Attackers actively exploit critical Oracle E-Business Suite vulnerability

Threat intelligence firm Defused reports that malicious actors have started leveraging a severe security issue tracked as CVE-2026-46817 in Oracle's E-Business Suite financial software.

Unauthenticated takeover via File Transmission component. The bug sits inside the File Transmission element of the Oracle Payments module within EBS. Carrying a CVSS score of 9.8, it lets unauthenticated attackers who can reach the target over HTTP seize control of susceptible installations using attacks of low complexity.

Oracle fixed the issue through its May 2026 Critical Security Patch Update and called on users to install the fixes right away.

Oracle's prior warning on unpatched systems. In that advisory the company said it "continues to periodically receive reports of attempts to maliciously exploit vulnerabilities for which Oracle has already released security patches." It added that "in some instances, it has been reported that attackers have been successful because targeted customers had failed to apply available Oracle patches."

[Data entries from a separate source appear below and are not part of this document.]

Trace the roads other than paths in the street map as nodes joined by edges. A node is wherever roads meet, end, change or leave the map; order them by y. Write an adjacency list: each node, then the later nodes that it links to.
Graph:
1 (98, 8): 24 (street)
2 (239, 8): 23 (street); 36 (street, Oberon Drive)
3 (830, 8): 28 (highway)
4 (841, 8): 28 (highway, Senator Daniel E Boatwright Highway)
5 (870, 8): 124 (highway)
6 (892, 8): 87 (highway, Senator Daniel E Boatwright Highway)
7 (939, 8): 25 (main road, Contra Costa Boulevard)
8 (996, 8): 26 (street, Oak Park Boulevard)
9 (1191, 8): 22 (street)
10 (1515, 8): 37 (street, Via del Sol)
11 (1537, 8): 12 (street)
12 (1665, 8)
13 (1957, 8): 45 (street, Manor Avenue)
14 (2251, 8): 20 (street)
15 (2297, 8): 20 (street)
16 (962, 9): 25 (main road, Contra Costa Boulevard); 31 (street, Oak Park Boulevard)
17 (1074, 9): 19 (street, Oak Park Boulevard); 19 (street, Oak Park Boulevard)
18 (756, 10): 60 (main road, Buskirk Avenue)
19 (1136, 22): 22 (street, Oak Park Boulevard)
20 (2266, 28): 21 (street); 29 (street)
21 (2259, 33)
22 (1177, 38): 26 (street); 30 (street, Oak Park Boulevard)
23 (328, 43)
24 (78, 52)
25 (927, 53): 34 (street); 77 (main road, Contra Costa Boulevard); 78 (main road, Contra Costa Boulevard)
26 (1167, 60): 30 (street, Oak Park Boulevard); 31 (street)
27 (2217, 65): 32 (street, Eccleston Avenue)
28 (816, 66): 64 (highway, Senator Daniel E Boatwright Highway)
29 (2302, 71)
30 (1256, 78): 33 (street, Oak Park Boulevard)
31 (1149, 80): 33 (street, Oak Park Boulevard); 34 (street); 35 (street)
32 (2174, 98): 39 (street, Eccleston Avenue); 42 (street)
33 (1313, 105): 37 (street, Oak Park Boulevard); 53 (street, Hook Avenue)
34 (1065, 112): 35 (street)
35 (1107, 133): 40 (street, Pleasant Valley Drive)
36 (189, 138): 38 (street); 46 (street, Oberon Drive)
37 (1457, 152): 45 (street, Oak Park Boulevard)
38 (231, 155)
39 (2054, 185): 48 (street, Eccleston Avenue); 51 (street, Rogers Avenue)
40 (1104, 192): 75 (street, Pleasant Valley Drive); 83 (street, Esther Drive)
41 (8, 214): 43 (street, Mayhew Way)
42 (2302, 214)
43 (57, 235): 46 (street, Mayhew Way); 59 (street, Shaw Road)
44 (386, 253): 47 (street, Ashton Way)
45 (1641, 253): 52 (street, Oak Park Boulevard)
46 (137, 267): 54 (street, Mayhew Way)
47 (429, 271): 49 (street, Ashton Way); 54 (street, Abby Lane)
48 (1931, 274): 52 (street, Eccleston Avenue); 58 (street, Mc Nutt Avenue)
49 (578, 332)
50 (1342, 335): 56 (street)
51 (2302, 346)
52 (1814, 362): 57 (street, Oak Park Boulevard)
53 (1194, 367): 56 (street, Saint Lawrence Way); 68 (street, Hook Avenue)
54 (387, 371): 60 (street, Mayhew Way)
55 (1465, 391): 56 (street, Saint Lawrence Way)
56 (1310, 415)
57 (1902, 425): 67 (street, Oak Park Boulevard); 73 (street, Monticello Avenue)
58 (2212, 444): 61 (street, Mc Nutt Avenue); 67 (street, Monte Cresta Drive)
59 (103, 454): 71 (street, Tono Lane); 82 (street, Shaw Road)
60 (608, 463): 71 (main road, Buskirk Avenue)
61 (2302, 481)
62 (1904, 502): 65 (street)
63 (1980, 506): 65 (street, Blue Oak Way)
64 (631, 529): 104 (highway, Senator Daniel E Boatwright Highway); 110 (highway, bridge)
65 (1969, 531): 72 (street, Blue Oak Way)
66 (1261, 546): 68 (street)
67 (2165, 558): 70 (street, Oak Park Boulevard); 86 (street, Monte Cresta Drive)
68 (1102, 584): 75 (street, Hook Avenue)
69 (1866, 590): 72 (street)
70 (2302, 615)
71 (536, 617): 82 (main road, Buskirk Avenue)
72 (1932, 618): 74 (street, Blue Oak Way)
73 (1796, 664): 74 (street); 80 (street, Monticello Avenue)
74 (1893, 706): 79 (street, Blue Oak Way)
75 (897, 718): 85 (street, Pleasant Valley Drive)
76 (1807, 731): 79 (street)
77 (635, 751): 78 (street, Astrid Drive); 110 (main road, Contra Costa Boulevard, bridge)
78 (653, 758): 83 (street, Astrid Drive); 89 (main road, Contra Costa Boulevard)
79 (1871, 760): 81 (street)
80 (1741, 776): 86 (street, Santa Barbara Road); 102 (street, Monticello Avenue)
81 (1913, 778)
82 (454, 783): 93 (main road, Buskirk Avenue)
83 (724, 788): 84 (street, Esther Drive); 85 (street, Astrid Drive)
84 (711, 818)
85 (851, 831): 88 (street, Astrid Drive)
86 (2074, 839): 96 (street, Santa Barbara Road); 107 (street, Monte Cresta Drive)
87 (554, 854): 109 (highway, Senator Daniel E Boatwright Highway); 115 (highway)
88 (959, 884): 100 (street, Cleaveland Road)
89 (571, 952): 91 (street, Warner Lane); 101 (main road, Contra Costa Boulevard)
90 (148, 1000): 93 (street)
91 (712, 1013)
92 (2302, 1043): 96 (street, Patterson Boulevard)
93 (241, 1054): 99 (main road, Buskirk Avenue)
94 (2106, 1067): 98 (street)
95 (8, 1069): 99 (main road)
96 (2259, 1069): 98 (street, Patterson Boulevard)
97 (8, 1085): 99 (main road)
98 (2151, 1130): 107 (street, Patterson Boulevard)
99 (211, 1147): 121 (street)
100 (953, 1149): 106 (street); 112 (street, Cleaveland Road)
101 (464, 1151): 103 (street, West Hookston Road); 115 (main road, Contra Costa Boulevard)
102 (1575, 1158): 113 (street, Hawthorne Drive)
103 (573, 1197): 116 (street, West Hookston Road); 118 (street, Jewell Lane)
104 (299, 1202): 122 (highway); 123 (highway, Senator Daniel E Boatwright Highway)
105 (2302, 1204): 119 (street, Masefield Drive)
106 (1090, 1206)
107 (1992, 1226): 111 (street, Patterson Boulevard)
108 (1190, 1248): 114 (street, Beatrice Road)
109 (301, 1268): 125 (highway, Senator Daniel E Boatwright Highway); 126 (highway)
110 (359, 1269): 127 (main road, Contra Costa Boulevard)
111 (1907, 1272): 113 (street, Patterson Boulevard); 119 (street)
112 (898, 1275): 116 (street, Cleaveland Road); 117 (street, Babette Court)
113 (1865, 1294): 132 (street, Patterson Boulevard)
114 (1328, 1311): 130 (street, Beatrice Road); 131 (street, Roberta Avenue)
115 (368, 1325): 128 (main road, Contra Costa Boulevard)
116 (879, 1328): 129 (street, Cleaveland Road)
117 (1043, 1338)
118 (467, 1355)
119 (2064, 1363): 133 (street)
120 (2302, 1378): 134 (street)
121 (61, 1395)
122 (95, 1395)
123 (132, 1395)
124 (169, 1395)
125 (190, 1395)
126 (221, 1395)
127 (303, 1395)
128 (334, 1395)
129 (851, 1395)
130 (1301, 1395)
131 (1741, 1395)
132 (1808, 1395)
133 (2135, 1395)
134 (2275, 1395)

The vendor therefore "strongly recommends that customers remain on actively-supported versions and apply security patches without delay."

Defused confirms active exploitation. Although Oracle has not yet listed CVE-2026-46817 as exploited in the wild, Defused disclosed Monday that adversaries are now using it in the wild. The firm detected the first exploitation attempts over the weekend against its Oracle E-Business honeypots. "This vulnerability has no known previous exploitation and no public POC code exists," Defused stated.

Shadowserver tracks exposed instances. The internet security watchdog group Shadowserver is currently monitoring more than 450 publicly reachable Oracle EBS deployments, nearly 200 of them situated in the United States and Europe.

No data is available on how many of those exposed systems remain vulnerable to the current campaign.

Pattern of prior Oracle EBS and related exploits. The Clop extortion group previously weaponized a separate Oracle EBS vulnerability (CVE-2025-61882) in zero-day operations since early August 2025. Those incidents hit multiple U.S. universities (including Harvard University, the University of Pennsylvania, Dartmouth College, and the University of Phoenix), the Washington Post, Logitech, and GlobalLogic.

Earlier this month the U.S. Cybersecurity and Infrastructure Security Agency highlighted a high-severity Oracle WebLogic Server bug (CVE-2024-21182) patched two years earlier that is now actively exploited. Weeks afterward Oracle addressed a critical PeopleSoft Suite zero-day (CVE-2026-35273) that had been leveraged in ShinyHunter data-theft campaigns permitting unauthenticated remote code execution.

Across recent years CISA has designated 44 vulnerabilities in assorted Oracle products as exploited in the wild, 13 of which also featured in ransomware incidents.